Bago is about a 90-minute drive north from Yangon on the old highway to Mandalay – was once capital of southern Myanmar for many centuries. Bago still houses much of its monumental Buddhist glory and the city is famous for its huge reclining Buddha, constructed in 994 AD, which measures 55 m in length. Bago is a frequent stop of tourist buses heading back from the Golden Rock and one can make simple day trip from Yagon as well.
Shwemawdaw Paya: is said to be over 1.000 years old, originally built by the Mon. It is 114 meters high and can be seen even from far away. The pagoda has a long history of destruction due to earthquakes and reconstruction; it finally reached today’s height in 1954, after a levelling of the stupa in a massive earthquake in 1930. The mouth of the two guardian beasts at the west entrance contains two Mahayana bodhisattvas.

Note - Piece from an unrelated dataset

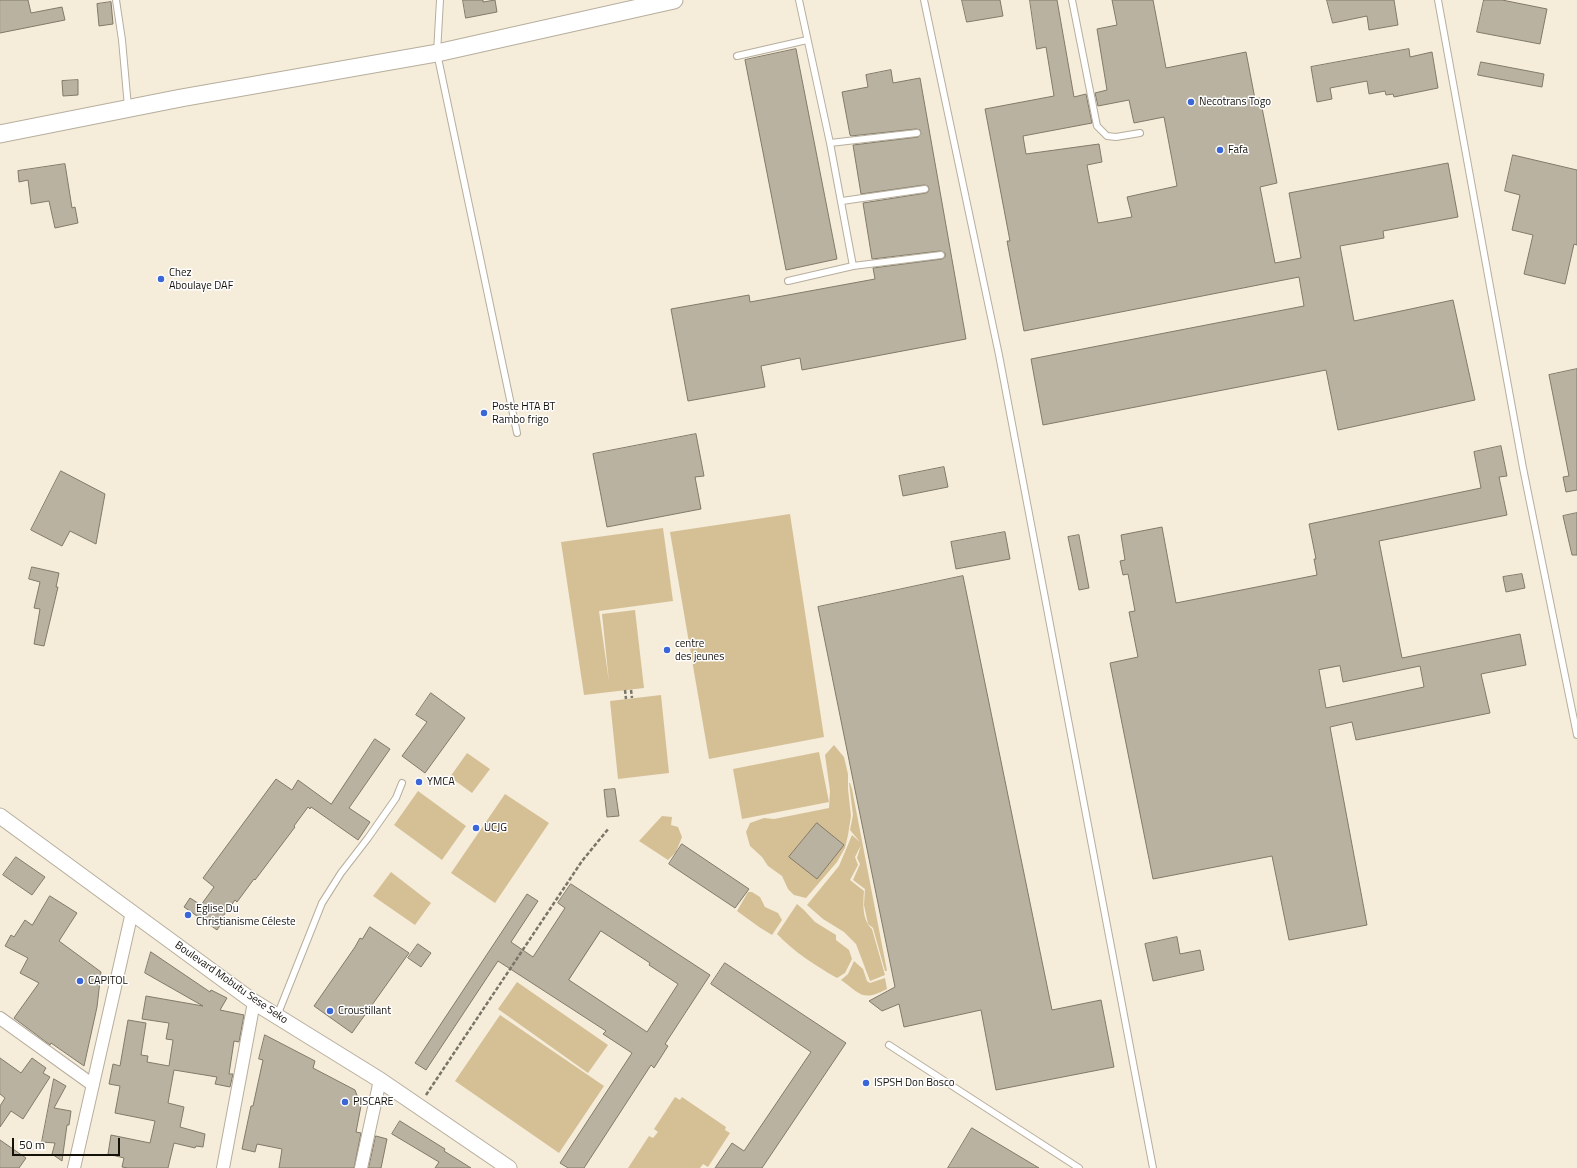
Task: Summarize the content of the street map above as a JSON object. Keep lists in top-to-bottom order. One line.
{"streets":{"street":["Boulevard Mobutu Sese Seko"]},"places":["Necotrans Togo","Fafa","Chez Aboulaye DAF","Poste HTA BT Rambo frigo","centre des jeunes","YMCA","UCJG","Eglise Du Christianisme Céleste","CAPITOL","Croustillant","ISPSH Don Bosco","PISCARE"],"scale_bar":"50 m"}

Kanbawzathadi Palace & Museum: a former Mon palace, walled in the Mon style, with a square measurement along each side of 1.8 km. The palace housed King Bayinnaung from 1553 to 1599, who established the 2nd Union of Myanmar. It features the newly rebuild audience hall and the king's apartment. The entire compound has been surrounded by a teak stockade, a few stumps of which can be seen in the new museum. The museum displays Mon, Siamese and Bagan style Buddhas.
Shwethalyaung Buddha: a huge reclining Buddha. It is reported to be one of the most lifelike of all reclining Buddhas. Originally it was built in 994 AD of brick and stucco by the Mon king Migadepa II.